What Google Measures
Google's Core Web Vitals measure three speed dimensions: Largest Contentful Paint (LCP, how fast the main content loads), Interaction to Next Paint (INP, how responsive the page is to interaction), and Cumulative Layout Shift (CLS, how stable the layout is as it loads).
Google collects real-world data from Chrome users through the CrUX dataset. This means your score reflects how real users experience your site, not just how it performs in a lab. A site that passes lab tests but has slow real-world LCP is still penalised.
The Biggest Speed Gains
In my experience auditing Dubai business sites, the biggest speed gains come from: image optimisation (converting to WebP, lazy loading below the fold, correct sizing), eliminating render-blocking scripts (moving JavaScript to async/defer or end of body), and reducing server response time (TTFB) through caching and hosting upgrades.

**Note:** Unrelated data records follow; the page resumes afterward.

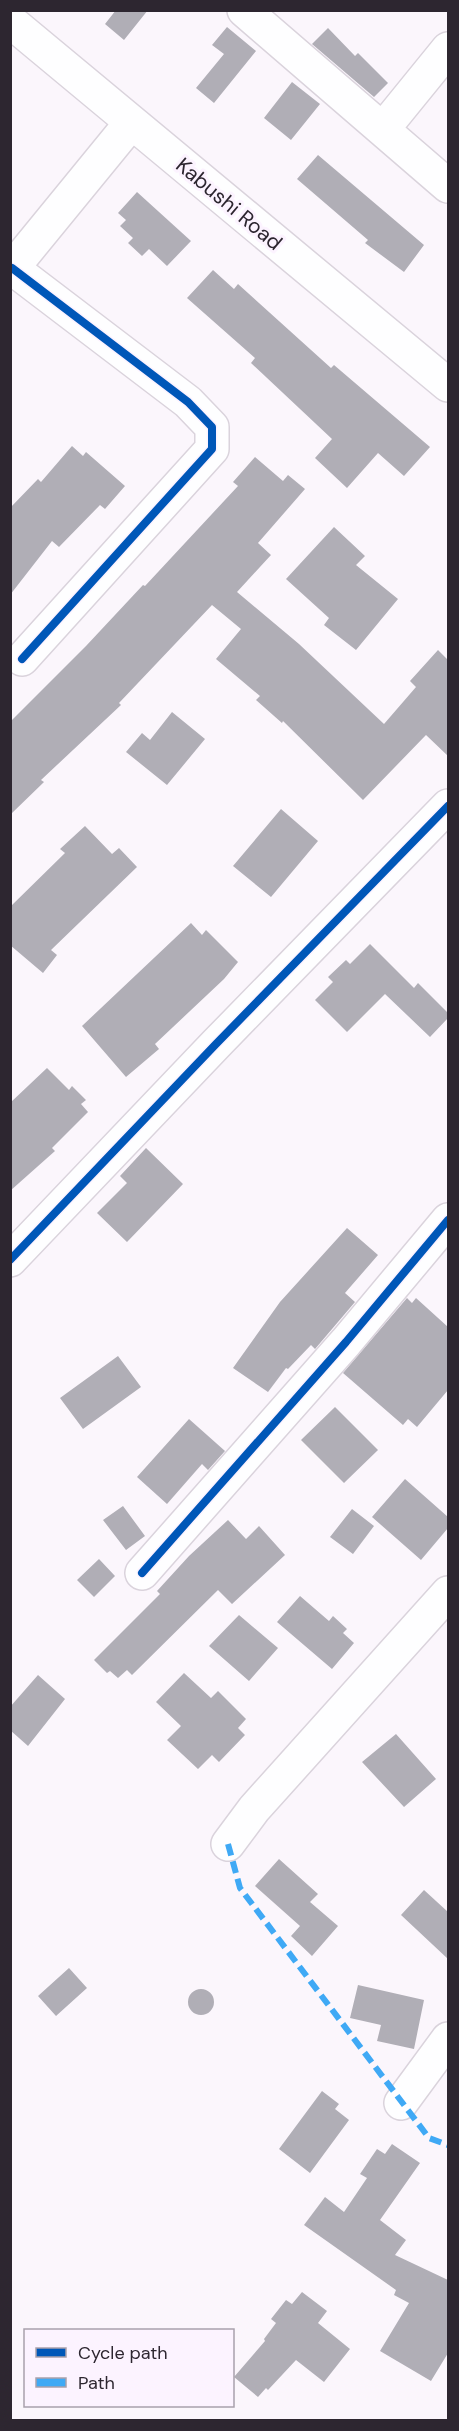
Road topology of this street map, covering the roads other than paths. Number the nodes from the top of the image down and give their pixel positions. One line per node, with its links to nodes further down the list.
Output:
1 (244, 10): 5 (street)
2 (10, 21): 4 (street, Kabushi Road)
3 (448, 49): 5 (street)
4 (131, 123): 7 (street); 8 (street, Kabushi Road)
5 (383, 129): 6 (street)
6 (448, 186)
7 (11, 269): 9 (street)
8 (448, 385)
9 (22, 659)
10 (448, 806): 12 (street)
11 (448, 1220): 13 (street)
12 (10, 1260)
13 (142, 1573)
14 (448, 1593): 15 (street)
15 (228, 1844)
16 (448, 2039): 17 (street)
17 (401, 2103)

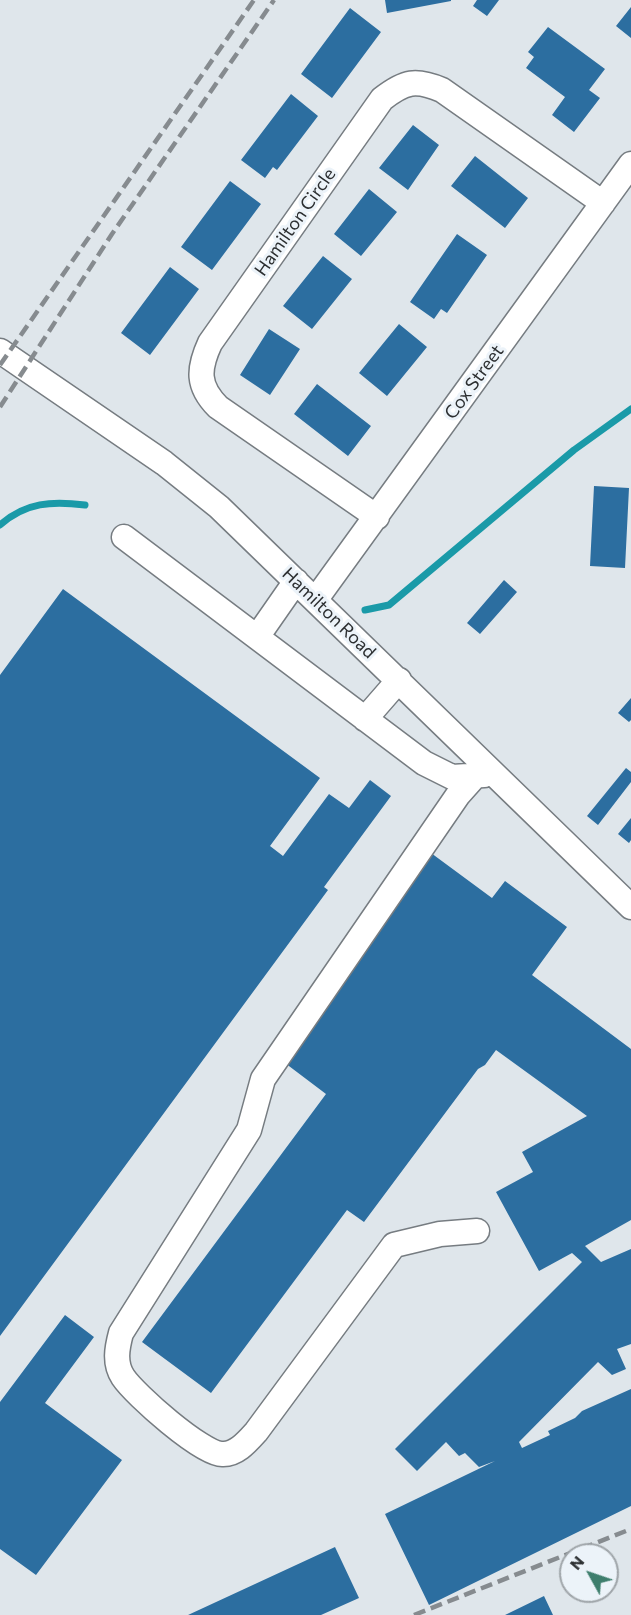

For WordPress sites, caching plugins and a CDN like Cloudflare can often halve load times with minimal development work. For React and Next.js sites, server-side rendering and proper code splitting are the key levers.
Speed and Conversion Rate
The business case for speed is not just rankings. A 1-second improvement in load time improves conversion rate by 7% on average. For a Dubai e-commerce site processing AED 100,000 per month in organic revenue, that is AED 7,000 per month from a one-second improvement alone.
I always tie speed improvements to business outcomes, not just Lighthouse scores. A score improvement that does not move real-world metrics has not delivered value.